+++ SOURCE MATERIAL +++

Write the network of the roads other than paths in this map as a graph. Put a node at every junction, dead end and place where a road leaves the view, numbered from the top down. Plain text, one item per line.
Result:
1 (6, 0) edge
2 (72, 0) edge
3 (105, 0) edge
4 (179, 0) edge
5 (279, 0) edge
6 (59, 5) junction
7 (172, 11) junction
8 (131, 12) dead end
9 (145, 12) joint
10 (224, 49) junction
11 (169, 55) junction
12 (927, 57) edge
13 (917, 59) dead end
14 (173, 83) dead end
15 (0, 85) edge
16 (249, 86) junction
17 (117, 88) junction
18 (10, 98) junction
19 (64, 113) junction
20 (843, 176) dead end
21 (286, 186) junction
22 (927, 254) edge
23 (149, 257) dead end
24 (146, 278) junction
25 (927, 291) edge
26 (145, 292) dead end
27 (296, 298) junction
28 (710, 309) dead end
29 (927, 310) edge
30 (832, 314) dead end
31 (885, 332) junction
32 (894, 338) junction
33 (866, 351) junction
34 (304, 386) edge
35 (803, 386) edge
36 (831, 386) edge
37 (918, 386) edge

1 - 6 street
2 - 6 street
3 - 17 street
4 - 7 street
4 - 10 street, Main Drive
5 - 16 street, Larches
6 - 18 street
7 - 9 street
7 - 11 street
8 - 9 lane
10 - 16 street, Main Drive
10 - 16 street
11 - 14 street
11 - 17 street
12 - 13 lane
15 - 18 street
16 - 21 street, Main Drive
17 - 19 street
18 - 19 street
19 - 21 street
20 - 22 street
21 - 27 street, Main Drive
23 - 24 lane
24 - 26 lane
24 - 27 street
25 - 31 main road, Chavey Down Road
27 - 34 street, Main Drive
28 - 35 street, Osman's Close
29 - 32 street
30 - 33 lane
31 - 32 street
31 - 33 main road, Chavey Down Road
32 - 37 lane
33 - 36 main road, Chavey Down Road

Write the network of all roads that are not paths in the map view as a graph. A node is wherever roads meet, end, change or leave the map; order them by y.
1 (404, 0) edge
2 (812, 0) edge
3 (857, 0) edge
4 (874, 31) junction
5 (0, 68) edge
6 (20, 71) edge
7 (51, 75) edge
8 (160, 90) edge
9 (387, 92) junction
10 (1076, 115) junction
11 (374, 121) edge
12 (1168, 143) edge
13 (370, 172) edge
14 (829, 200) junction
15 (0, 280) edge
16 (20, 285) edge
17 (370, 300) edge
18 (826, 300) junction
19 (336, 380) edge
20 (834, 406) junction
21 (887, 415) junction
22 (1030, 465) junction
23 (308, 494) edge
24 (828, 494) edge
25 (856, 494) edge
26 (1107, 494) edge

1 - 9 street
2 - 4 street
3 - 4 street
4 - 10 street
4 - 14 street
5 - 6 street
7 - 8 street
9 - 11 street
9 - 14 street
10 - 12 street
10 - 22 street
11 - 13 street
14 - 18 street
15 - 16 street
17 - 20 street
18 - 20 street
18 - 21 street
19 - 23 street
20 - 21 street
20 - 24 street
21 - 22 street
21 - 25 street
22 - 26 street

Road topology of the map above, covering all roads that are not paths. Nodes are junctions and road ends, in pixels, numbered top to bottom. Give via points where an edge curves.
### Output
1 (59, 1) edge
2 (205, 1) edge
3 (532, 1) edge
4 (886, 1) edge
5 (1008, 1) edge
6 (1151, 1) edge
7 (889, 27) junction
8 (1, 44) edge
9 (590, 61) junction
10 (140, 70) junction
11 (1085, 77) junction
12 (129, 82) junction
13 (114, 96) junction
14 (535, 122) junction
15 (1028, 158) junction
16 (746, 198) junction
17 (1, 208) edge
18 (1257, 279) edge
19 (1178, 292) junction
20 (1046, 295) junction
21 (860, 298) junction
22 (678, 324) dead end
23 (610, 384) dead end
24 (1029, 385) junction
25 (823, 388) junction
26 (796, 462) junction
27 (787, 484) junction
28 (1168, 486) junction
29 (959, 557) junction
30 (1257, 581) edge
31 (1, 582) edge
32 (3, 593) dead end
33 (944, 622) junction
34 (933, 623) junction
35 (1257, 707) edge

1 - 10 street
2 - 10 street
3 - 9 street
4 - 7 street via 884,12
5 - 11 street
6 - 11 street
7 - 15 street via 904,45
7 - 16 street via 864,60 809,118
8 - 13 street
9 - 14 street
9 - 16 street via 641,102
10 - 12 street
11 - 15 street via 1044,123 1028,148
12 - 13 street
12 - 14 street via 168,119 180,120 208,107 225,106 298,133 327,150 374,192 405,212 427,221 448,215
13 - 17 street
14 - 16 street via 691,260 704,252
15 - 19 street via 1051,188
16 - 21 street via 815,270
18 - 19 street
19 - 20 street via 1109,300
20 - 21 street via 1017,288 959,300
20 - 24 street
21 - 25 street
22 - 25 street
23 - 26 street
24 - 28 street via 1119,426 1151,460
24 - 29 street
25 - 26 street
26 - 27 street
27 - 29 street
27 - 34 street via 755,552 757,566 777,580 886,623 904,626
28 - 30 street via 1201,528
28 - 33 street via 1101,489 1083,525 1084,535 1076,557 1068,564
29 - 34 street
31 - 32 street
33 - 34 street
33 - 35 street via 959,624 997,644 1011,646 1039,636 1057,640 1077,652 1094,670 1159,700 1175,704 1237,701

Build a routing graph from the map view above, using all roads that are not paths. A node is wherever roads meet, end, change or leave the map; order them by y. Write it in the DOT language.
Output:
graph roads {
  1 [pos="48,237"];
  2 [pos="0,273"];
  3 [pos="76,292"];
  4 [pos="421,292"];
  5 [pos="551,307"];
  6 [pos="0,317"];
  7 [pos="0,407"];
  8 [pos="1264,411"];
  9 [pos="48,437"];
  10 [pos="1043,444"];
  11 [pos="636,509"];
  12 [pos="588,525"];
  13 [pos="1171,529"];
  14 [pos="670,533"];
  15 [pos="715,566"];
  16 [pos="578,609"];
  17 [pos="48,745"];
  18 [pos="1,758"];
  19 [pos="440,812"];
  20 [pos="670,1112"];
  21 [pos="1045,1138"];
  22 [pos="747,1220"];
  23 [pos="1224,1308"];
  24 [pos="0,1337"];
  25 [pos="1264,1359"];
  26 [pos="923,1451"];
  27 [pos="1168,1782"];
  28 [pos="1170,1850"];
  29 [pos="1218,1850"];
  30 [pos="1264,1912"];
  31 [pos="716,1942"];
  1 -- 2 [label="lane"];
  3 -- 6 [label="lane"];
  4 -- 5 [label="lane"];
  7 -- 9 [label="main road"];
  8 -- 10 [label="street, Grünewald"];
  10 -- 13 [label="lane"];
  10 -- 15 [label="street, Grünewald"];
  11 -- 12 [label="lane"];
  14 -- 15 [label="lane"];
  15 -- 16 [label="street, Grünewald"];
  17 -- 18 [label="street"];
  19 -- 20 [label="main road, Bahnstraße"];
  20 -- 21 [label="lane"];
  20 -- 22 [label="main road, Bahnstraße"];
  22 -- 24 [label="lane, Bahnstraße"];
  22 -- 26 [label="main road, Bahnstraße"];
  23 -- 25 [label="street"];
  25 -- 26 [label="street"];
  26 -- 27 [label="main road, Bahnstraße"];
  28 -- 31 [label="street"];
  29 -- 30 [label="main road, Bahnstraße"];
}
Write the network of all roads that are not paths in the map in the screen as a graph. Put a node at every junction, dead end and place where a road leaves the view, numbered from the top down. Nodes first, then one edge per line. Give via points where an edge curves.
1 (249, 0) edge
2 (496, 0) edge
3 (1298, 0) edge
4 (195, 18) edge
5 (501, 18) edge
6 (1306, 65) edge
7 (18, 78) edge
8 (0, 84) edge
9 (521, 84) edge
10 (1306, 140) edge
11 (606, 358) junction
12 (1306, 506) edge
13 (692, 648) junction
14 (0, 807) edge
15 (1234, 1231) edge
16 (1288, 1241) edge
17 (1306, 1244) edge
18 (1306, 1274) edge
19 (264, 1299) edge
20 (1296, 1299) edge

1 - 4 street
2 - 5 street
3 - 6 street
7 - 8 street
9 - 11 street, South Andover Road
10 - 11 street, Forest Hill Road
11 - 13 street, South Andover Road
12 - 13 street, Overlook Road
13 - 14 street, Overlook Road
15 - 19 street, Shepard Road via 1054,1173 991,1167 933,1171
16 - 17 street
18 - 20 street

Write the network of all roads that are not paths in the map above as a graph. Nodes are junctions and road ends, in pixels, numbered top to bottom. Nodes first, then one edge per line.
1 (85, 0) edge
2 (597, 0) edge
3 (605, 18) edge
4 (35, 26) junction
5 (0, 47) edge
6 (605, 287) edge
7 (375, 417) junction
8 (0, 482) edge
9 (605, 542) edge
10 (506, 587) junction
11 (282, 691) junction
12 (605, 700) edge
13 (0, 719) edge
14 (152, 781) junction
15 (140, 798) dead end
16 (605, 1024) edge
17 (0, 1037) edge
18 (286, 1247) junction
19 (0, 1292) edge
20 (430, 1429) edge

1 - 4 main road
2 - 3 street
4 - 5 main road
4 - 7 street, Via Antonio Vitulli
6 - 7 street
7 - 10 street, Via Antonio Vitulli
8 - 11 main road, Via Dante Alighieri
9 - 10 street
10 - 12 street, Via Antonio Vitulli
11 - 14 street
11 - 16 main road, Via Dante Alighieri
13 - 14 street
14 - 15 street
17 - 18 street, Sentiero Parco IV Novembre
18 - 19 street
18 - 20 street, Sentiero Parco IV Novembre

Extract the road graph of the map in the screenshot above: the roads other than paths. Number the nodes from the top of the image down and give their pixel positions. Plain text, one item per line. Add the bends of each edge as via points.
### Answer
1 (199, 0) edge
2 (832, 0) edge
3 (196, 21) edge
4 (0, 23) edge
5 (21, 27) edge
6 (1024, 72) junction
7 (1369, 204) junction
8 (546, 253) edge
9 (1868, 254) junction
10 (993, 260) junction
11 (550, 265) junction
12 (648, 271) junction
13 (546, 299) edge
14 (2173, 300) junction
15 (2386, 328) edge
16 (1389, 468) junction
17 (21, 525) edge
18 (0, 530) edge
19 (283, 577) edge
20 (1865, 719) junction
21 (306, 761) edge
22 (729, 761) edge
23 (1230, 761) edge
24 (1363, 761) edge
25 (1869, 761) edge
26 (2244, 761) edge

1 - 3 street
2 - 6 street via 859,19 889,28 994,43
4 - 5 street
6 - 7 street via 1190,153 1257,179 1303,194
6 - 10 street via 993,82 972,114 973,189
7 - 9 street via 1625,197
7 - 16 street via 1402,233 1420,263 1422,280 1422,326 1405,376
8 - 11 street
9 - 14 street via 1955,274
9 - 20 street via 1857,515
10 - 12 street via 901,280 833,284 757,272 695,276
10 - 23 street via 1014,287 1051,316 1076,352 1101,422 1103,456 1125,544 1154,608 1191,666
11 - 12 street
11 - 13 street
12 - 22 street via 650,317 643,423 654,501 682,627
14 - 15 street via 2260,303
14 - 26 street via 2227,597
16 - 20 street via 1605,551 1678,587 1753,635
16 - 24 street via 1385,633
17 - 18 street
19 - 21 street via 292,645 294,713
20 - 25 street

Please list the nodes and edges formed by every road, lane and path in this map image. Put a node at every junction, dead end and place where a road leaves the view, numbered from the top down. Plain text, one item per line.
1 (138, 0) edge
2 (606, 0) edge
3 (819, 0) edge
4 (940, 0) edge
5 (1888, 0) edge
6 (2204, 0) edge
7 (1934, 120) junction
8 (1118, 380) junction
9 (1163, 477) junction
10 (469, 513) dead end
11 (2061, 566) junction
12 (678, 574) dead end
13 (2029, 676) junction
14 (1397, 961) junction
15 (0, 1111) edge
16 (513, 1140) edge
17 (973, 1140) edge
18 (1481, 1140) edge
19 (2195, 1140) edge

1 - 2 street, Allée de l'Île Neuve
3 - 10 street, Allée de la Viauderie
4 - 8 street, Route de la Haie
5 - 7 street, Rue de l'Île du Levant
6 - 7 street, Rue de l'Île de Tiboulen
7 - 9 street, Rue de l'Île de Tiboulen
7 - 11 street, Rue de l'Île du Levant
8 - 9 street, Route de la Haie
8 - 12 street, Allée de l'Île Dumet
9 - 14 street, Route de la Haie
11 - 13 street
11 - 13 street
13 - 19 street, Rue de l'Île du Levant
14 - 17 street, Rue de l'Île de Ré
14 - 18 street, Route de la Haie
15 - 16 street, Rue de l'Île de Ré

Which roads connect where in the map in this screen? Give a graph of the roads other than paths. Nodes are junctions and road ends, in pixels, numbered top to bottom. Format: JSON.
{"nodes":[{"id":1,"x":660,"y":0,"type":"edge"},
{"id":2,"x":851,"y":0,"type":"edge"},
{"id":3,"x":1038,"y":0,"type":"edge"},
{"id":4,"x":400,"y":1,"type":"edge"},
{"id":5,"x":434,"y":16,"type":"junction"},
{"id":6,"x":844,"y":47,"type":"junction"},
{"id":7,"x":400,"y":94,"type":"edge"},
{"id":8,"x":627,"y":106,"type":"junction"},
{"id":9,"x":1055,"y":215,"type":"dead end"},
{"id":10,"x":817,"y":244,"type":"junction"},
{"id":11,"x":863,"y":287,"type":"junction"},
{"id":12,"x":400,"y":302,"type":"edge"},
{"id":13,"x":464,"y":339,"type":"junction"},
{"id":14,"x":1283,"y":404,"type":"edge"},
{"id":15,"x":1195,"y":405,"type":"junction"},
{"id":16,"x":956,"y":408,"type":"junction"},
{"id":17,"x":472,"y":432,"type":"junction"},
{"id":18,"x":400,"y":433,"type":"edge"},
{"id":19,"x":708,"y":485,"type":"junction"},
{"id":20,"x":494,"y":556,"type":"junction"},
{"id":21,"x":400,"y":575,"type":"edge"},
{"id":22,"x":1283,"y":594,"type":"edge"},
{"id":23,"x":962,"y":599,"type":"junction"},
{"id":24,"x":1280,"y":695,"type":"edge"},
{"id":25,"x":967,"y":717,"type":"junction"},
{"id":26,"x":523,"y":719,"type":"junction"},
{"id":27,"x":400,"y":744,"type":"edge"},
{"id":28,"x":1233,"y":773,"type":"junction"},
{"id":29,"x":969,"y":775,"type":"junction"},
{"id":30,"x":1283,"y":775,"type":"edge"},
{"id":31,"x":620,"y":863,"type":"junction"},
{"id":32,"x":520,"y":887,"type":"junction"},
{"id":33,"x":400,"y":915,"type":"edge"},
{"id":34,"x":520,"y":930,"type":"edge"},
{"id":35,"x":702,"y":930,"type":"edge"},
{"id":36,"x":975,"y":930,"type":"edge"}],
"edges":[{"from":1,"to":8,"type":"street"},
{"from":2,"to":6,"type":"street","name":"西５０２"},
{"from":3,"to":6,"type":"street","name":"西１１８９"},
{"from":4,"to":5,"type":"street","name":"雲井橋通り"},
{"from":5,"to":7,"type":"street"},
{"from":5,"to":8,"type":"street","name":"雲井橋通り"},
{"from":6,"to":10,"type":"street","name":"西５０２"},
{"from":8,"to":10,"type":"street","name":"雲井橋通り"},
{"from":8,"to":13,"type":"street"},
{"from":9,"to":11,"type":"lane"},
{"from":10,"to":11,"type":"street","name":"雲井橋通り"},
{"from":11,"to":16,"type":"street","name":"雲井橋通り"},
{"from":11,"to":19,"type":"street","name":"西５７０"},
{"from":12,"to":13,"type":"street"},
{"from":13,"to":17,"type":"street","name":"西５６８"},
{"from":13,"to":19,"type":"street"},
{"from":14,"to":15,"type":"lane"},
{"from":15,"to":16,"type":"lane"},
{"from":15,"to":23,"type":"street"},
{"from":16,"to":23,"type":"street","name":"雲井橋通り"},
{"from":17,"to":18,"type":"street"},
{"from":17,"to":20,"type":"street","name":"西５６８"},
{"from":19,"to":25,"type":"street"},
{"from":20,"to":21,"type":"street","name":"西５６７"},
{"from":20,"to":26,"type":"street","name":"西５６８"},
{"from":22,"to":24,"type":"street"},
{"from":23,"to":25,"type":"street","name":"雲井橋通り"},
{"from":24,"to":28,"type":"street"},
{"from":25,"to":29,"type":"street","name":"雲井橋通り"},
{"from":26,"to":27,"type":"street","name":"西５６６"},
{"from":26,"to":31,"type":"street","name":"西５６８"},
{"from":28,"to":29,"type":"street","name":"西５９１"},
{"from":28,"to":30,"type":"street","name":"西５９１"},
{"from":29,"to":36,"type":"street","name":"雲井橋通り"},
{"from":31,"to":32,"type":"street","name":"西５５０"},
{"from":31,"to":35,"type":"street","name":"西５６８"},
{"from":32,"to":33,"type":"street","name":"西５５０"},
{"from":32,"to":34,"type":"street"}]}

+++

» **WHAT YOU WILL DO**
Only the number is wanted: how many lines in the data include the string "than"?

» **RESPONSE AREA**
3